Looking into his eyes, I can see the love there, and I can’t help but wonder if he can give me the same love with his heart as well. Falling for him complicates things I don’t want to complicate.
He has his whole life ahead of him, and I can’t hold him back because I fell in love with him. I can’t ask him to ditch what is ahead of him for a small town in the Colorado mountains. He has to go at the end of the summer and I have to let him.
I have to not think about our conversation a few days ago that involved a job offer in Denver that would be one the best offers on the table. One he wants.
He wants. Not my call. So I tried not to tip my hand during that conversation and managed—somehow—not to beg him to take the job closest to me.
“Marsh,” Jasper growls, impatient for me to quit watching him and start touching. I feel my face stretch into a smile. No problems there.
“Stay close,” I tell Jasper. Closing arguments are over and the jury has the case. That means a whole lot of waiting as we are asked to remain in the courthouse, as is typical.
Jasper has seemed preoccupied since closing arguments. I can see the side-eye Jasper gets—has gotten the entire week of this trial. He’s been a great assistant, handing me case law, notes, exhibits. He’s even good with the witnesses—not everyone is early on.

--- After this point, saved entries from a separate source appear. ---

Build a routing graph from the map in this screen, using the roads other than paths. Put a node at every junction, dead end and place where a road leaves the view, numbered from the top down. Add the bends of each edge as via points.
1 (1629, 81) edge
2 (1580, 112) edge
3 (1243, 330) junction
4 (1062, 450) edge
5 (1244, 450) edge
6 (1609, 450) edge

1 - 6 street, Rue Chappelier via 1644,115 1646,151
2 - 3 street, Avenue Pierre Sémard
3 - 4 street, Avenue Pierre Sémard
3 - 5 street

But there is one bailiff in particular who raises my hackles when he stares too long at Jasper. In a small town it isn’t strange for a bailiff to also be a patrolman, and I wonder if he’s the one that followed Jasper. I wonder if that is what has Jasper looking panicked every now and then.
Only a few more hours until this jury does what the Constitution intended it to do, and we put this one in the closed case file.

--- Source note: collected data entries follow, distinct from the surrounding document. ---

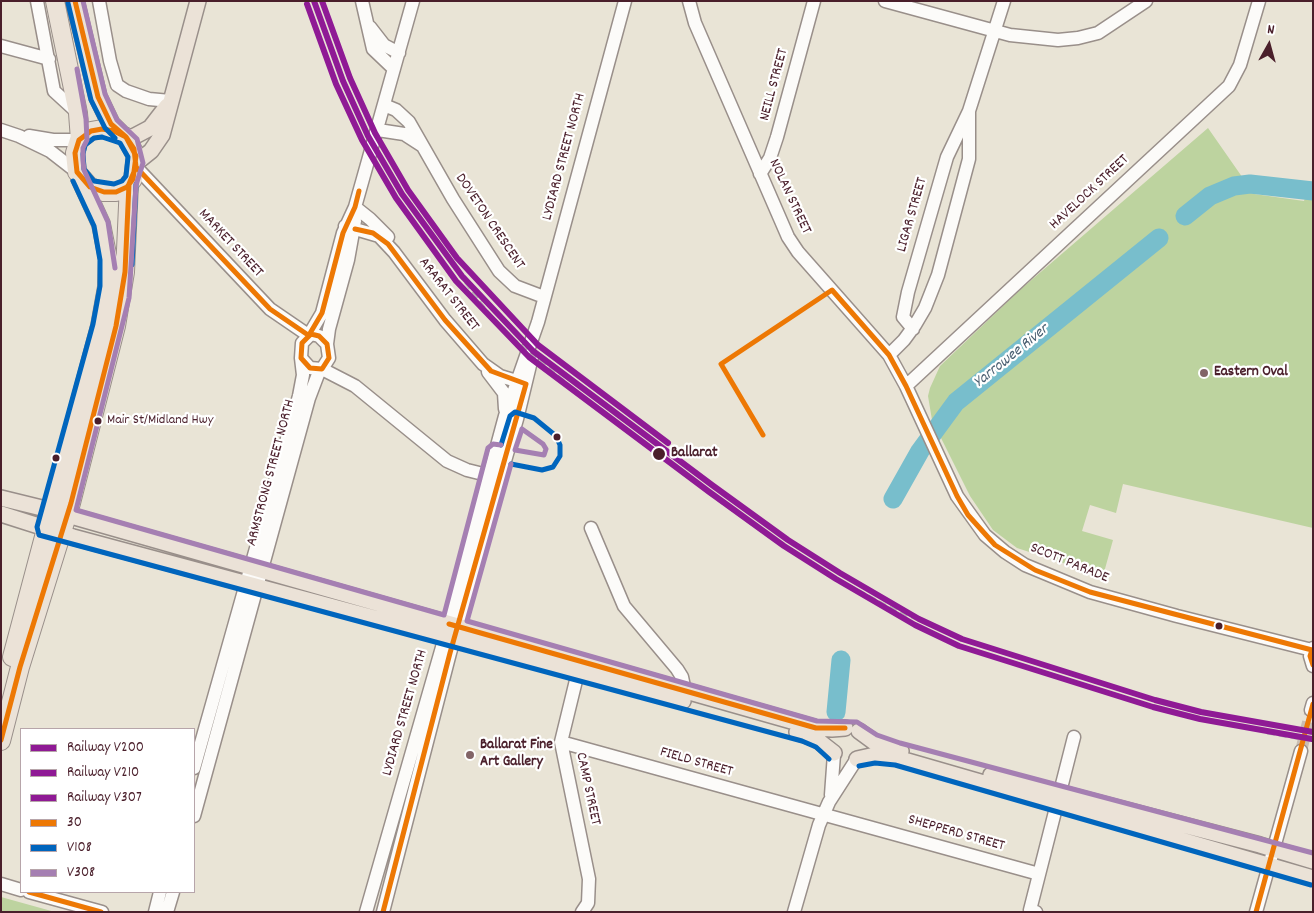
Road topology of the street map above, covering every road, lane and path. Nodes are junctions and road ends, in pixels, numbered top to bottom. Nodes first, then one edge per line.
1 (37, 1) edge
2 (55, 1) edge
3 (75, 1) edge
4 (99, 1) edge
5 (198, 1) edge
6 (362, 1) edge
7 (413, 1) edge
8 (625, 1) edge
9 (681, 1) edge
10 (688, 1) edge
11 (814, 1) edge
12 (885, 1) edge
13 (1004, 1) edge
14 (1146, 1) edge
15 (1259, 1) edge
16 (695, 23) junction
17 (369, 25) junction
18 (995, 31) junction
19 (1, 46) edge
20 (399, 52) junction
21 (49, 59) junction
22 (394, 70) junction
23 (170, 101) junction
24 (384, 105) junction
25 (969, 111) junction
26 (78, 113) junction
27 (379, 128) junction
28 (7, 131) edge
29 (123, 135) junction
30 (80, 140) junction
31 (423, 148) junction
32 (136, 165) junction
33 (760, 174) junction
34 (78, 175) junction
35 (129, 184) junction
36 (355, 207) junction
37 (350, 228) junction
38 (394, 252) junction
39 (544, 297) junction
40 (913, 329) junction
41 (308, 335) junction
42 (327, 344) junction
43 (889, 355) junction
44 (477, 357) junction
45 (301, 358) junction
46 (321, 369) junction
47 (521, 383) junction
48 (906, 386) junction
49 (505, 416) junction
50 (494, 476) junction
51 (1, 498) edge
52 (275, 505) junction
53 (50, 510) junction
54 (1, 514) edge
55 (67, 515) junction
56 (591, 528) dead end
57 (44, 529) junction
58 (62, 534) junction
59 (257, 569) junction
60 (252, 585) junction
61 (451, 632) junction
62 (1312, 649) edge
63 (579, 666) junction
64 (1313, 666) edge
65 (685, 690) junction
66 (1, 696) edge
67 (207, 720) junction
68 (219, 724) junction
69 (852, 729) junction
70 (1074, 737) dead end
71 (1, 741) edge
72 (561, 742) junction
73 (1301, 751) tunnel mouth
74 (834, 754) junction
75 (857, 759) junction
76 (195, 764) edge
77 (1058, 799) junction
78 (825, 810) junction
79 (195, 812) edge
80 (1274, 849) junction
81 (1313, 861) edge
82 (1269, 865) junction
83 (1039, 874) junction
84 (1313, 878) edge
85 (1, 884) edge
86 (20, 890) edge
87 (33, 893) edge
88 (160, 893) edge
89 (172, 893) edge
90 (102, 912) edge
91 (155, 912) edge
92 (167, 912) edge
93 (366, 912) edge
94 (383, 912) edge
95 (582, 912) edge
96 (794, 912) edge
97 (1036, 912) edge
98 (1256, 912) edge

1 - 21 street
2 - 26 highway
3 - 29 highway
4 - 23 street
5 - 23 main road
6 - 17 street
7 - 20 street
8 - 39 street, LYDIARD STREET NORTH
9 - 16 street, NOLAN STREET
10 - 16 street, NOLAN STREET
11 - 33 street, NEILL STREET
12 - 18 street
13 - 18 street, LIGAR STREET
14 - 18 street
15 - 48 street, HAVELOCK STREET
16 - 33 street, NOLAN STREET
17 - 20 street
17 - 22 street
18 - 25 street, LIGAR STREET
19 - 21 street
20 - 22 street
21 - 26 street
22 - 24 street
23 - 29 main road
23 - 32 main road
24 - 27 street
24 - 31 street, DOVETON CRESCENT
25 - 40 street, LIGAR STREET
25 - 40 street, LIGAR STREET
26 - 30 highway
27 - 31 street, DOVETON CRESCENT
27 - 36 street
28 - 30 street
28 - 34 street
29 - 30 highway
29 - 32 highway
30 - 34 highway
31 - 39 street, DOVETON CRESCENT
32 - 35 highway
32 - 41 street, MARKET STREET
33 - 43 street, NOLAN STREET
34 - 35 highway
34 - 53 highway
35 - 55 highway
36 - 37 street
36 - 38 street, ARARAT STREET
37 - 38 street, ARARAT STREET
37 - 41 street
37 - 42 street
38 - 44 street, ARARAT STREET
39 - 47 street, LYDIARD STREET NORTH
40 - 43 street, LIGAR STREET
41 - 42 street
41 - 45 street
42 - 46 street
43 - 48 street, NOLAN STREET
44 - 47 street, ARARAT STREET
44 - 49 street, ARARAT STREET
45 - 46 street
45 - 52 street, ARMSTRONG STREET NORTH
46 - 50 street
46 - 52 street, ARMSTRONG STREET NORTH
47 - 49 street, LYDIARD STREET NORTH
47 - 50 street, LYDIARD STREET NORTH
48 - 62 street, SCOTT PARADE
49 - 50 street, LYDIARD STREET NORTH
50 - 61 street, LYDIARD STREET NORTH
51 - 53 main road
52 - 59 street, ARMSTRONG STREET NORTH
53 - 55 main road
53 - 57 highway
54 - 57 main road
55 - 58 highway
55 - 59 main road
56 - 65 street
57 - 58 main road
57 - 66 highway
58 - 60 main road
58 - 71 highway
59 - 60 street, ARMSTRONG STREET NORTH
59 - 61 main road
60 - 61 main road
60 - 67 street, ARMSTRONG STREET NORTH
60 - 68 street, ARMSTRONG STREET NORTH
61 - 63 main road
61 - 93 street, LYDIARD STREET NORTH
61 - 94 street, LYDIARD STREET NORTH
62 - 64 street
63 - 65 main road
63 - 72 street, CAMP STREET
63 - 74 main road
65 - 69 main road
67 - 68 street
67 - 76 street, ARMSTRONG STREET NORTH
68 - 79 street, ARMSTRONG STREET NORTH
69 - 74 main road
69 - 75 main road
69 - 77 main road
70 - 77 street
72 - 78 street, FIELD STREET
72 - 95 street, CAMP STREET
73 - 80 street
74 - 75 main road
74 - 78 street
75 - 77 main road
75 - 78 street
77 - 80 main road
77 - 82 main road
77 - 83 street
78 - 83 street, SHEPPERD STREET
78 - 96 street
80 - 81 main road
80 - 82 street
82 - 84 main road
82 - 98 street
83 - 97 street
85 - 86 street
87 - 90 street
88 - 91 street
89 - 92 street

I feel confident. Everything went as well as it could. There is always a hiccup or two in litigation. I never make predictions or try to feel a certain way, but in my gut, I always know the outcome, and I’ve never been wrong.
My gut tells me to call ahead and reserve some tables at Black Diamond tonight, but I don’t. Lawyers are as superstitious as athletes, and I never count a win before the jury foreman reads it.
But, still, when the jury comes in, I know. And sure enough, the Ashby family gets the justice they were long denied.
After we finish the formalities and clear out, I catch Jasper’s arm and he startles, like I’ve caught him unaware.
“I’ll meet you at Black Diamond,” I tell him, “if you want to ride back with Penny. I just need a few more minutes with the Ashbys and to give a statement to the press.”